What is required: Print out every line of the listing below without alteration.

═══ Task inputs

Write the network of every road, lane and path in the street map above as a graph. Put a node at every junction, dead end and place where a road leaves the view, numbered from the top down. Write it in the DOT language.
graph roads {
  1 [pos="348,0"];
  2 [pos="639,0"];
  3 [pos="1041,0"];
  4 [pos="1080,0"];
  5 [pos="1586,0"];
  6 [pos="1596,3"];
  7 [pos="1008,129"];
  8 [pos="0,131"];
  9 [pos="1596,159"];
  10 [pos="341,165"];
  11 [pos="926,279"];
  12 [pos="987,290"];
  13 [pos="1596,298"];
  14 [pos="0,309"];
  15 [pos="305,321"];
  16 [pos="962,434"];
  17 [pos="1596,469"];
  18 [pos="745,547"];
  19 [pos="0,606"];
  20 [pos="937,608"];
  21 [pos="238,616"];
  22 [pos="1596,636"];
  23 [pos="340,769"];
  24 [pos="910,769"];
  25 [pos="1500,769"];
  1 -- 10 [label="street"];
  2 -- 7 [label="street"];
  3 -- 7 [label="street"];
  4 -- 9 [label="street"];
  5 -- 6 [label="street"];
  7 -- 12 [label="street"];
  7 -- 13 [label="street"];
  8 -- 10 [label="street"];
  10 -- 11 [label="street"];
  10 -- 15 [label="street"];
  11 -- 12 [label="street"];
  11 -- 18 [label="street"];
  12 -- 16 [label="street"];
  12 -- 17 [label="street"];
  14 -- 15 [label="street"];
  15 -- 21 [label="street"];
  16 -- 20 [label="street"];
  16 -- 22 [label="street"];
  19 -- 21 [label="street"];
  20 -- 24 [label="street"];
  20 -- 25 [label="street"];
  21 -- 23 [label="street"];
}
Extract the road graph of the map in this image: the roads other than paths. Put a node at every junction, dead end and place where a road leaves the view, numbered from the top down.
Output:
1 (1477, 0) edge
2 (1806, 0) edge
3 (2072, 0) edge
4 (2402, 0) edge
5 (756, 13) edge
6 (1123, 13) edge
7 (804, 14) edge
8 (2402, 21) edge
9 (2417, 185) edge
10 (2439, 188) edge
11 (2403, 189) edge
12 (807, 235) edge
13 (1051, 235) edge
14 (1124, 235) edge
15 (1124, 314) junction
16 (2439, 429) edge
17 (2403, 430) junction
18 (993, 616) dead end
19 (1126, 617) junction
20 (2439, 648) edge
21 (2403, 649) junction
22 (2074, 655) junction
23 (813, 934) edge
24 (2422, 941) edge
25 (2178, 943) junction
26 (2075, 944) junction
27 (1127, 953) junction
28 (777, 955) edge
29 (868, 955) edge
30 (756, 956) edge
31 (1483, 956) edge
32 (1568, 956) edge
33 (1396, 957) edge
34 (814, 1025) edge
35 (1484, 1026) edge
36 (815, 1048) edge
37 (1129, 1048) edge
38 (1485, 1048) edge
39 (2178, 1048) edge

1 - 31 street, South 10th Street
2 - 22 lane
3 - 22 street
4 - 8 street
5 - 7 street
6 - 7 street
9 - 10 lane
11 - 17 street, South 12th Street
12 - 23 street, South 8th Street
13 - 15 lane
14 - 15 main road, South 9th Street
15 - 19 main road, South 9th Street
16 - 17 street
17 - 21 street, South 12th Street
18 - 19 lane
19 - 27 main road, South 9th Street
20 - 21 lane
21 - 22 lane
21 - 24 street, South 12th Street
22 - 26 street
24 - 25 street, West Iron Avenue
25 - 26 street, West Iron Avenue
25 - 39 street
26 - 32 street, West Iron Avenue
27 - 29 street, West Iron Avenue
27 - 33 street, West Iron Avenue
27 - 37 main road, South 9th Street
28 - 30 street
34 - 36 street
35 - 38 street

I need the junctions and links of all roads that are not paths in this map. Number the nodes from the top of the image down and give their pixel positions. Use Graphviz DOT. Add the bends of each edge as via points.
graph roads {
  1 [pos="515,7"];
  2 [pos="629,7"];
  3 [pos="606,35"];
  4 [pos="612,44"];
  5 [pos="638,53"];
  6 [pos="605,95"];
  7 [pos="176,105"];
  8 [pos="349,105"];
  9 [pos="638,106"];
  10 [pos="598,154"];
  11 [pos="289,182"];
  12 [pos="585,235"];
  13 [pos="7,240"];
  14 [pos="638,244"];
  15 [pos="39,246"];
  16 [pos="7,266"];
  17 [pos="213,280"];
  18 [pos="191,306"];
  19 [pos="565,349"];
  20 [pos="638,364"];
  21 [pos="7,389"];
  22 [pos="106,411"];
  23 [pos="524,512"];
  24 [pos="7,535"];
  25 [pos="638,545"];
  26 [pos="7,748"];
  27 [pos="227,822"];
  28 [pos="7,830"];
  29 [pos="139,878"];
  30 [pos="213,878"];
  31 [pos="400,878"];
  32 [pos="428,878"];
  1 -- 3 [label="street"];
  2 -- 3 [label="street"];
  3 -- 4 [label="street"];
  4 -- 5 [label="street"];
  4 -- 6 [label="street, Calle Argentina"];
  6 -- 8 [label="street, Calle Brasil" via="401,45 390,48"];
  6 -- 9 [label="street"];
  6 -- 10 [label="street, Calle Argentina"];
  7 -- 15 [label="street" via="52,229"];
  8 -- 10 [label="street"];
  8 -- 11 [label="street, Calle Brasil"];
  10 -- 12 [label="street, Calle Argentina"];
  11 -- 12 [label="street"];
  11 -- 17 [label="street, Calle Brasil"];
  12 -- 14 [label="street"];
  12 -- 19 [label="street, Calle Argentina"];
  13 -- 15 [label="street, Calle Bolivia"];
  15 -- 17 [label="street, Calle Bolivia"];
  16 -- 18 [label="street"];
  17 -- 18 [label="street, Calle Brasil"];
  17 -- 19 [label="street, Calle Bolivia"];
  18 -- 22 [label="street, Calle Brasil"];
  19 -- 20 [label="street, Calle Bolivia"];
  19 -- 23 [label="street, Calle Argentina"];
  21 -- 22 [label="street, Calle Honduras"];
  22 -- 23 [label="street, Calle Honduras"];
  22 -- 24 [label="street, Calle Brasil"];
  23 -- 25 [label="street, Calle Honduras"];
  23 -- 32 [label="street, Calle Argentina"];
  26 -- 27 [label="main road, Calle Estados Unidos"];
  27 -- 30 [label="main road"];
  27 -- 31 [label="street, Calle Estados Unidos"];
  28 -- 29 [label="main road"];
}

══════

Result below:
Write the network of every road, lane and path in the street map above as a graph. Put a node at every junction, dead end and place where a road leaves the view, numbered from the top down. Write it in the DOT language.
graph roads {
  1 [pos="348,0"];
  2 [pos="639,0"];
  3 [pos="1041,0"];
  4 [pos="1080,0"];
  5 [pos="1586,0"];
  6 [pos="1596,3"];
  7 [pos="1008,129"];
  8 [pos="0,131"];
  9 [pos="1596,159"];
  10 [pos="341,165"];
  11 [pos="926,279"];
  12 [pos="987,290"];
  13 [pos="1596,298"];
  14 [pos="0,309"];
  15 [pos="305,321"];
  16 [pos="962,434"];
  17 [pos="1596,469"];
  18 [pos="745,547"];
  19 [pos="0,606"];
  20 [pos="937,608"];
  21 [pos="238,616"];
  22 [pos="1596,636"];
  23 [pos="340,769"];
  24 [pos="910,769"];
  25 [pos="1500,769"];
  1 -- 10 [label="street"];
  2 -- 7 [label="street"];
  3 -- 7 [label="street"];
  4 -- 9 [label="street"];
  5 -- 6 [label="street"];
  7 -- 12 [label="street"];
  7 -- 13 [label="street"];
  8 -- 10 [label="street"];
  10 -- 11 [label="street"];
  10 -- 15 [label="street"];
  11 -- 12 [label="street"];
  11 -- 18 [label="street"];
  12 -- 16 [label="street"];
  12 -- 17 [label="street"];
  14 -- 15 [label="street"];
  15 -- 21 [label="street"];
  16 -- 20 [label="street"];
  16 -- 22 [label="street"];
  19 -- 21 [label="street"];
  20 -- 24 [label="street"];
  20 -- 25 [label="street"];
  21 -- 23 [label="street"];
}
Extract the road graph of the map in this image: the roads other than paths. Put a node at every junction, dead end and place where a road leaves the view, numbered from the top down.
Output:
1 (1477, 0) edge
2 (1806, 0) edge
3 (2072, 0) edge
4 (2402, 0) edge
5 (756, 13) edge
6 (1123, 13) edge
7 (804, 14) edge
8 (2402, 21) edge
9 (2417, 185) edge
10 (2439, 188) edge
11 (2403, 189) edge
12 (807, 235) edge
13 (1051, 235) edge
14 (1124, 235) edge
15 (1124, 314) junction
16 (2439, 429) edge
17 (2403, 430) junction
18 (993, 616) dead end
19 (1126, 617) junction
20 (2439, 648) edge
21 (2403, 649) junction
22 (2074, 655) junction
23 (813, 934) edge
24 (2422, 941) edge
25 (2178, 943) junction
26 (2075, 944) junction
27 (1127, 953) junction
28 (777, 955) edge
29 (868, 955) edge
30 (756, 956) edge
31 (1483, 956) edge
32 (1568, 956) edge
33 (1396, 957) edge
34 (814, 1025) edge
35 (1484, 1026) edge
36 (815, 1048) edge
37 (1129, 1048) edge
38 (1485, 1048) edge
39 (2178, 1048) edge

1 - 31 street, South 10th Street
2 - 22 lane
3 - 22 street
4 - 8 street
5 - 7 street
6 - 7 street
9 - 10 lane
11 - 17 street, South 12th Street
12 - 23 street, South 8th Street
13 - 15 lane
14 - 15 main road, South 9th Street
15 - 19 main road, South 9th Street
16 - 17 street
17 - 21 street, South 12th Street
18 - 19 lane
19 - 27 main road, South 9th Street
20 - 21 lane
21 - 22 lane
21 - 24 street, South 12th Street
22 - 26 street
24 - 25 street, West Iron Avenue
25 - 26 street, West Iron Avenue
25 - 39 street
26 - 32 street, West Iron Avenue
27 - 29 street, West Iron Avenue
27 - 33 street, West Iron Avenue
27 - 37 main road, South 9th Street
28 - 30 street
34 - 36 street
35 - 38 street

I need the junctions and links of all roads that are not paths in this map. Number the nodes from the top of the image down and give their pixel positions. Use Graphviz DOT. Add the bends of each edge as via points.
graph roads {
  1 [pos="515,7"];
  2 [pos="629,7"];
  3 [pos="606,35"];
  4 [pos="612,44"];
  5 [pos="638,53"];
  6 [pos="605,95"];
  7 [pos="176,105"];
  8 [pos="349,105"];
  9 [pos="638,106"];
  10 [pos="598,154"];
  11 [pos="289,182"];
  12 [pos="585,235"];
  13 [pos="7,240"];
  14 [pos="638,244"];
  15 [pos="39,246"];
  16 [pos="7,266"];
  17 [pos="213,280"];
  18 [pos="191,306"];
  19 [pos="565,349"];
  20 [pos="638,364"];
  21 [pos="7,389"];
  22 [pos="106,411"];
  23 [pos="524,512"];
  24 [pos="7,535"];
  25 [pos="638,545"];
  26 [pos="7,748"];
  27 [pos="227,822"];
  28 [pos="7,830"];
  29 [pos="139,878"];
  30 [pos="213,878"];
  31 [pos="400,878"];
  32 [pos="428,878"];
  1 -- 3 [label="street"];
  2 -- 3 [label="street"];
  3 -- 4 [label="street"];
  4 -- 5 [label="street"];
  4 -- 6 [label="street, Calle Argentina"];
  6 -- 8 [label="street, Calle Brasil" via="401,45 390,48"];
  6 -- 9 [label="street"];
  6 -- 10 [label="street, Calle Argentina"];
  7 -- 15 [label="street" via="52,229"];
  8 -- 10 [label="street"];
  8 -- 11 [label="street, Calle Brasil"];
  10 -- 12 [label="street, Calle Argentina"];
  11 -- 12 [label="street"];
  11 -- 17 [label="street, Calle Brasil"];
  12 -- 14 [label="street"];
  12 -- 19 [label="street, Calle Argentina"];
  13 -- 15 [label="street, Calle Bolivia"];
  15 -- 17 [label="street, Calle Bolivia"];
  16 -- 18 [label="street"];
  17 -- 18 [label="street, Calle Brasil"];
  17 -- 19 [label="street, Calle Bolivia"];
  18 -- 22 [label="street, Calle Brasil"];
  19 -- 20 [label="street, Calle Bolivia"];
  19 -- 23 [label="street, Calle Argentina"];
  21 -- 22 [label="street, Calle Honduras"];
  22 -- 23 [label="street, Calle Honduras"];
  22 -- 24 [label="street, Calle Brasil"];
  23 -- 25 [label="street, Calle Honduras"];
  23 -- 32 [label="street, Calle Argentina"];
  26 -- 27 [label="main road, Calle Estados Unidos"];
  27 -- 30 [label="main road"];
  27 -- 31 [label="street, Calle Estados Unidos"];
  28 -- 29 [label="main road"];
}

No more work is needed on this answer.